**Data entries:**
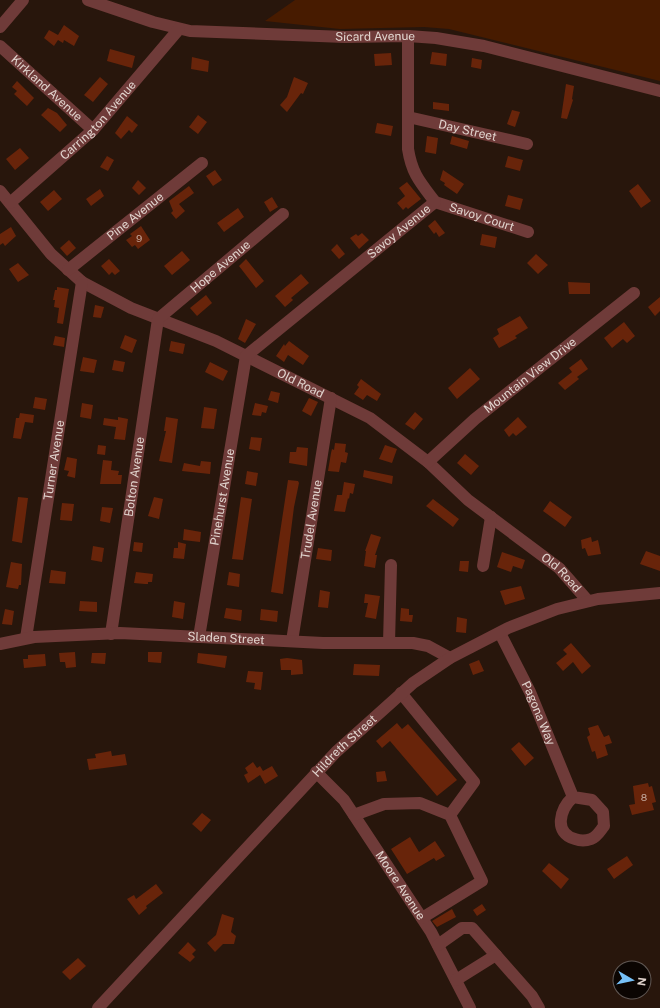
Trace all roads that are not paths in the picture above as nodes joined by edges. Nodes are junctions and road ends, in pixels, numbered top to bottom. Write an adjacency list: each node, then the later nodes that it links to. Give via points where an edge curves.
1 (23, 0): 3 (street)
2 (88, 0): 4 (street, Sicard Avenue)
3 (0, 27)
4 (179, 29): 5 (street, Sicard Avenue, via 345,37); 9 (street, Carrington Avenue)
5 (408, 36): 7 (street, Sicard Avenue, via 484,46); 8 (street, Savoy Avenue)
6 (0, 46): 9 (street, Kirkland Avenue)
7 (660, 91)
8 (408, 117): 10 (street, Day Street); 13 (street, Savoy Avenue, via 411,167)
9 (94, 130): 14 (street, Carrington Avenue)
10 (527, 144)
11 (202, 163): 17 (street, Pine Avenue)
12 (0, 191): 14 (street, Old Road)
13 (436, 202): 16 (street, Savoy Court); 21 (street, Savoy Avenue)
14 (10, 203): 17 (street, Old Road, via 51,254)
15 (283, 214): 20 (street, Hope Avenue)
16 (528, 232)
17 (68, 270): 18 (street, Old Road)
18 (82, 282): 20 (street, Old Road); 32 (street, Turner Avenue)
19 (634, 293): 23 (street, Mountain View Drive, via 475,420)
20 (158, 319): 21 (street, Old Road); 30 (street, Bolton Avenue)
21 (246, 356): 22 (street, Old Road); 31 (street, Pinehurst Avenue)
22 (331, 398): 23 (street, Old Road, via 370,418); 33 (street, Trudel Avenue)
23 (428, 462): 24 (street, Old Road, via 459,493)
24 (491, 517): 26 (street); 28 (street, Old Road, via 559,568)
25 (391, 565): 34 (street)
26 (483, 566)
27 (660, 593): 28 (street, Hildreth Street)
28 (588, 601): 29 (street, Hildreth Street, via 557,609)
29 (500, 632): 36 (street, Hildreth Street); 39 (street, Pagona Way, via 530,692)
30 (111, 634): 31 (street, Sladen Street); 32 (street, Sladen Street)
31 (199, 637): 33 (street, Sladen Street)
32 (26, 638): 35 (street, Sladen Street)
33 (292, 641): 34 (street, Sladen Street)
34 (390, 643): 36 (street, Sladen Street, via 428,646)
35 (0, 644)
36 (450, 658): 37 (street, Hildreth Street)
37 (401, 693): 38 (street, Hildreth Street); 41 (street, via 474,782)
38 (316, 772): 40 (street, Moore Avenue, via 344,800); 46 (street, Hildreth Street)
39 (573, 797)
40 (354, 815): 41 (street, via 384,804 420,803); 42 (street, Moore Avenue)
41 (450, 815): 42 (street, via 482,881)
42 (422, 918): 43 (street, Moore Avenue)
43 (438, 945): 44 (street, via 462,928 472,928); 45 (street, Moore Avenue)
44 (496, 954): 45 (street); 48 (street)
45 (456, 980): 47 (street, Moore Avenue)
46 (98, 1008)
47 (470, 1008)
48 (539, 1008)

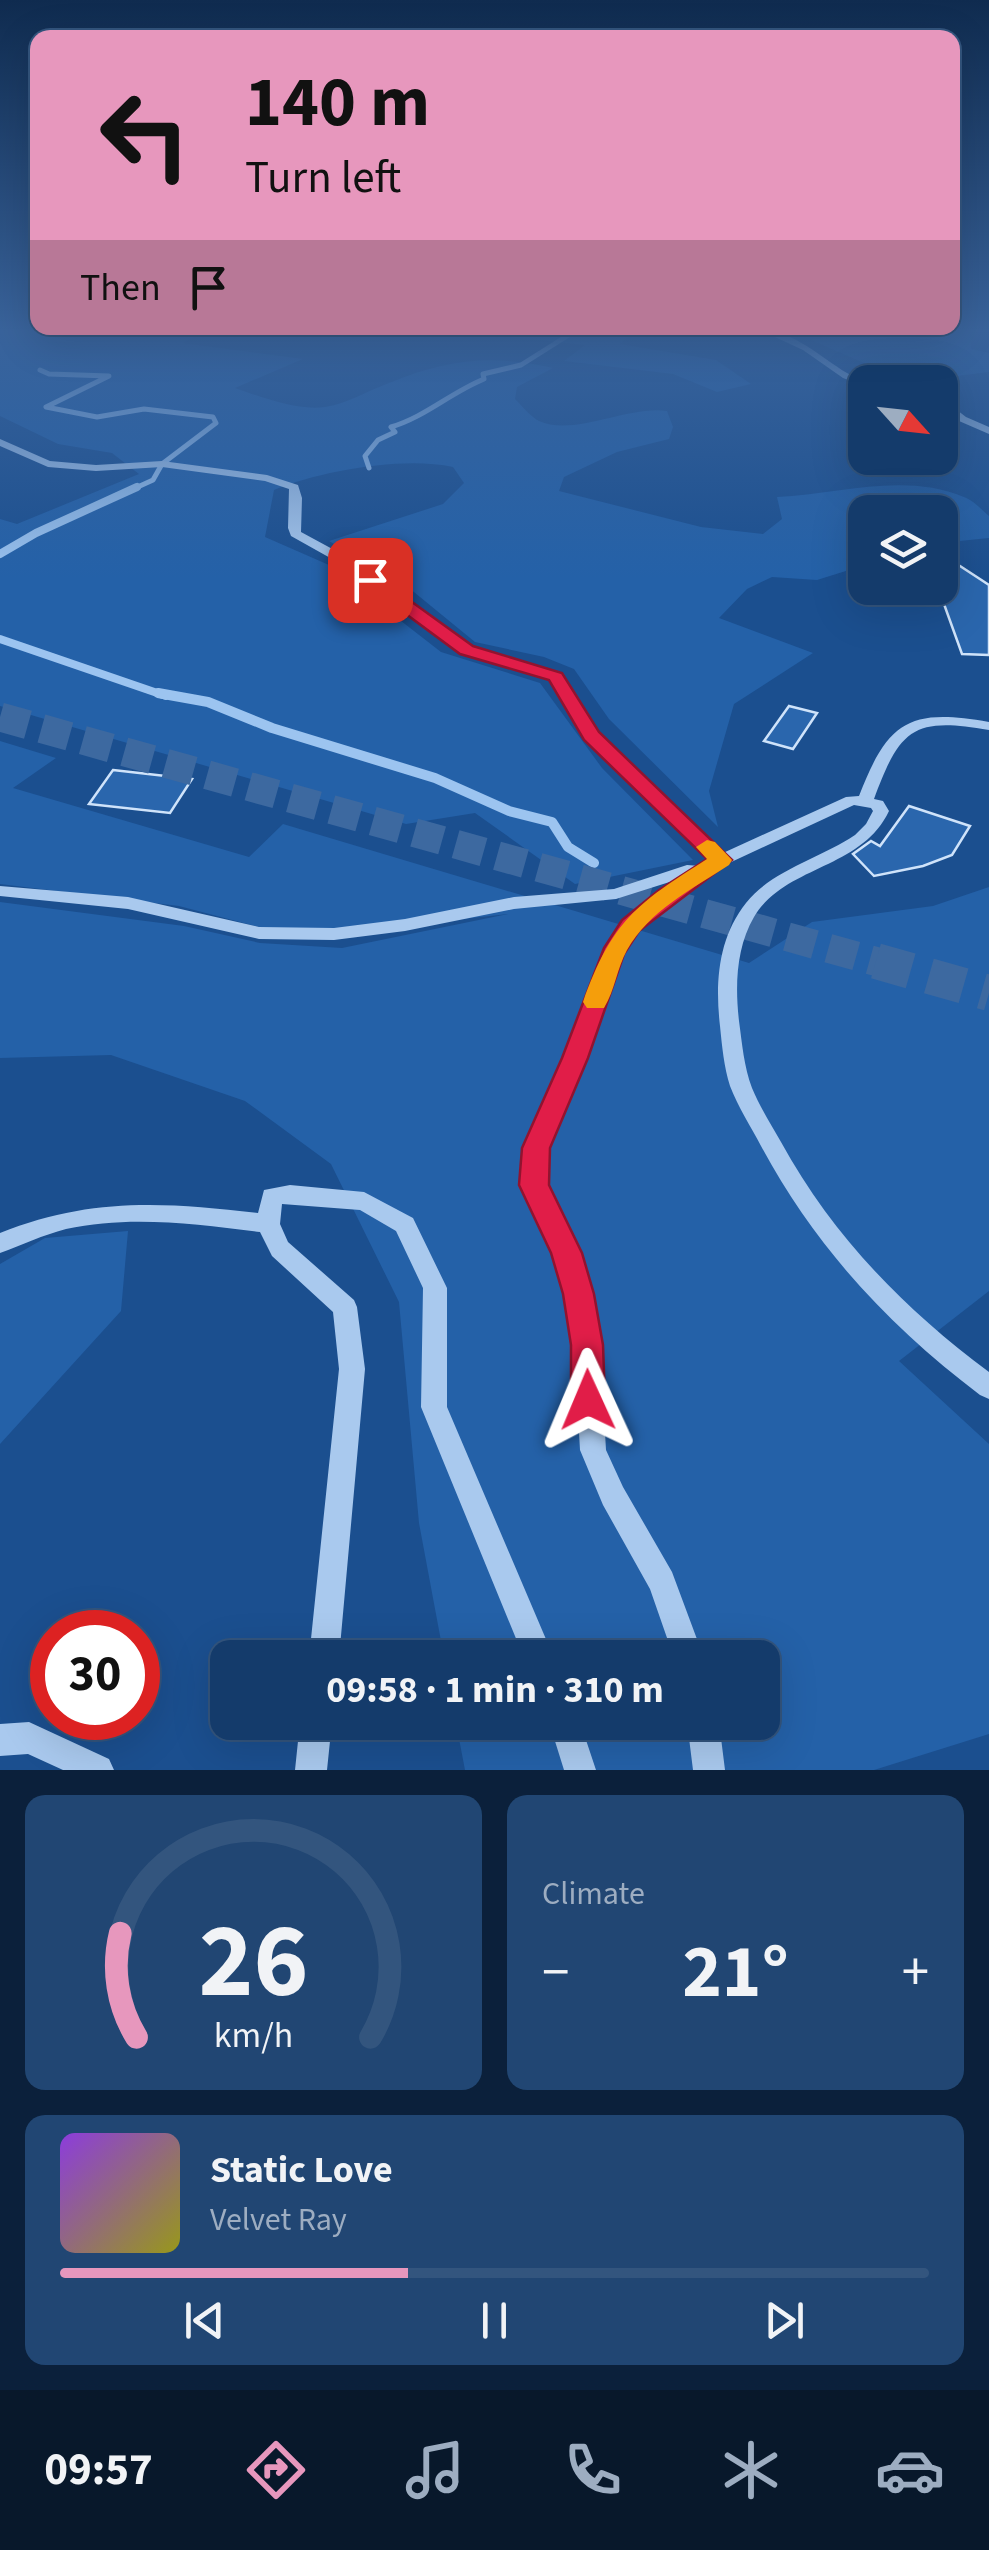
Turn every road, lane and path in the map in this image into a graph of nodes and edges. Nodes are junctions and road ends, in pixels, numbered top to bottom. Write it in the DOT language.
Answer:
graph roads {
  1 [pos="958,416"];
  2 [pos="989,430"];
  3 [pos="0,442"];
  4 [pos="989,726"];
  5 [pos="866,799"];
  6 [pos="721,860"];
  7 [pos="0,890"];
  8 [pos="268,1224"];
  9 [pos="0,1243"];
  10 [pos="989,1386"];
  11 [pos="326,1640"];
  12 [pos="532,1640"];
  13 [pos="683,1640"];
  14 [pos="0,1740"];
  15 [pos="314,1740"];
  16 [pos="570,1740"];
  17 [pos="705,1740"];
  18 [pos="98,1770"];
  19 [pos="311,1770"];
  20 [pos="580,1770"];
  21 [pos="709,1770"];
  1 -- 2 [label="street"];
  3 -- 6 [label="street"];
  4 -- 5 [label="street"];
  5 -- 6 [label="street"];
  5 -- 10 [label="street"];
  6 -- 7 [label="street"];
  6 -- 13 [label="street"];
  8 -- 9 [label="street"];
  8 -- 11 [label="street"];
  8 -- 12 [label="street"];
  14 -- 18 [label="street"];
  15 -- 19 [label="street"];
  16 -- 20 [label="street"];
  17 -- 21 [label="street"];
}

**REQUIREMENT:**
Copy out all the data exactly. No images belong in the copy.

**EXERCISE SOLUTION:**
Trace all roads that are not paths in the picture above as nodes joined by edges. Nodes are junctions and road ends, in pixels, numbered top to bottom. Write an adjacency list: each node, then the later nodes that it links to. Give via points where an edge curves.
1 (23, 0): 3 (street)
2 (88, 0): 4 (street, Sicard Avenue)
3 (0, 27)
4 (179, 29): 5 (street, Sicard Avenue, via 345,37); 9 (street, Carrington Avenue)
5 (408, 36): 7 (street, Sicard Avenue, via 484,46); 8 (street, Savoy Avenue)
6 (0, 46): 9 (street, Kirkland Avenue)
7 (660, 91)
8 (408, 117): 10 (street, Day Street); 13 (street, Savoy Avenue, via 411,167)
9 (94, 130): 14 (street, Carrington Avenue)
10 (527, 144)
11 (202, 163): 17 (street, Pine Avenue)
12 (0, 191): 14 (street, Old Road)
13 (436, 202): 16 (street, Savoy Court); 21 (street, Savoy Avenue)
14 (10, 203): 17 (street, Old Road, via 51,254)
15 (283, 214): 20 (street, Hope Avenue)
16 (528, 232)
17 (68, 270): 18 (street, Old Road)
18 (82, 282): 20 (street, Old Road); 32 (street, Turner Avenue)
19 (634, 293): 23 (street, Mountain View Drive, via 475,420)
20 (158, 319): 21 (street, Old Road); 30 (street, Bolton Avenue)
21 (246, 356): 22 (street, Old Road); 31 (street, Pinehurst Avenue)
22 (331, 398): 23 (street, Old Road, via 370,418); 33 (street, Trudel Avenue)
23 (428, 462): 24 (street, Old Road, via 459,493)
24 (491, 517): 26 (street); 28 (street, Old Road, via 559,568)
25 (391, 565): 34 (street)
26 (483, 566)
27 (660, 593): 28 (street, Hildreth Street)
28 (588, 601): 29 (street, Hildreth Street, via 557,609)
29 (500, 632): 36 (street, Hildreth Street); 39 (street, Pagona Way, via 530,692)
30 (111, 634): 31 (street, Sladen Street); 32 (street, Sladen Street)
31 (199, 637): 33 (street, Sladen Street)
32 (26, 638): 35 (street, Sladen Street)
33 (292, 641): 34 (street, Sladen Street)
34 (390, 643): 36 (street, Sladen Street, via 428,646)
35 (0, 644)
36 (450, 658): 37 (street, Hildreth Street)
37 (401, 693): 38 (street, Hildreth Street); 41 (street, via 474,782)
38 (316, 772): 40 (street, Moore Avenue, via 344,800); 46 (street, Hildreth Street)
39 (573, 797)
40 (354, 815): 41 (street, via 384,804 420,803); 42 (street, Moore Avenue)
41 (450, 815): 42 (street, via 482,881)
42 (422, 918): 43 (street, Moore Avenue)
43 (438, 945): 44 (street, via 462,928 472,928); 45 (street, Moore Avenue)
44 (496, 954): 45 (street); 48 (street)
45 (456, 980): 47 (street, Moore Avenue)
46 (98, 1008)
47 (470, 1008)
48 (539, 1008)

Turn every road, lane and path in the map in this image into a graph of nodes and edges. Nodes are junctions and road ends, in pixels, numbered top to bottom. Write it in the DOT language.
Answer:
graph roads {
  1 [pos="958,416"];
  2 [pos="989,430"];
  3 [pos="0,442"];
  4 [pos="989,726"];
  5 [pos="866,799"];
  6 [pos="721,860"];
  7 [pos="0,890"];
  8 [pos="268,1224"];
  9 [pos="0,1243"];
  10 [pos="989,1386"];
  11 [pos="326,1640"];
  12 [pos="532,1640"];
  13 [pos="683,1640"];
  14 [pos="0,1740"];
  15 [pos="314,1740"];
  16 [pos="570,1740"];
  17 [pos="705,1740"];
  18 [pos="98,1770"];
  19 [pos="311,1770"];
  20 [pos="580,1770"];
  21 [pos="709,1770"];
  1 -- 2 [label="street"];
  3 -- 6 [label="street"];
  4 -- 5 [label="street"];
  5 -- 6 [label="street"];
  5 -- 10 [label="street"];
  6 -- 7 [label="street"];
  6 -- 13 [label="street"];
  8 -- 9 [label="street"];
  8 -- 11 [label="street"];
  8 -- 12 [label="street"];
  14 -- 18 [label="street"];
  15 -- 19 [label="street"];
  16 -- 20 [label="street"];
  17 -- 21 [label="street"];
}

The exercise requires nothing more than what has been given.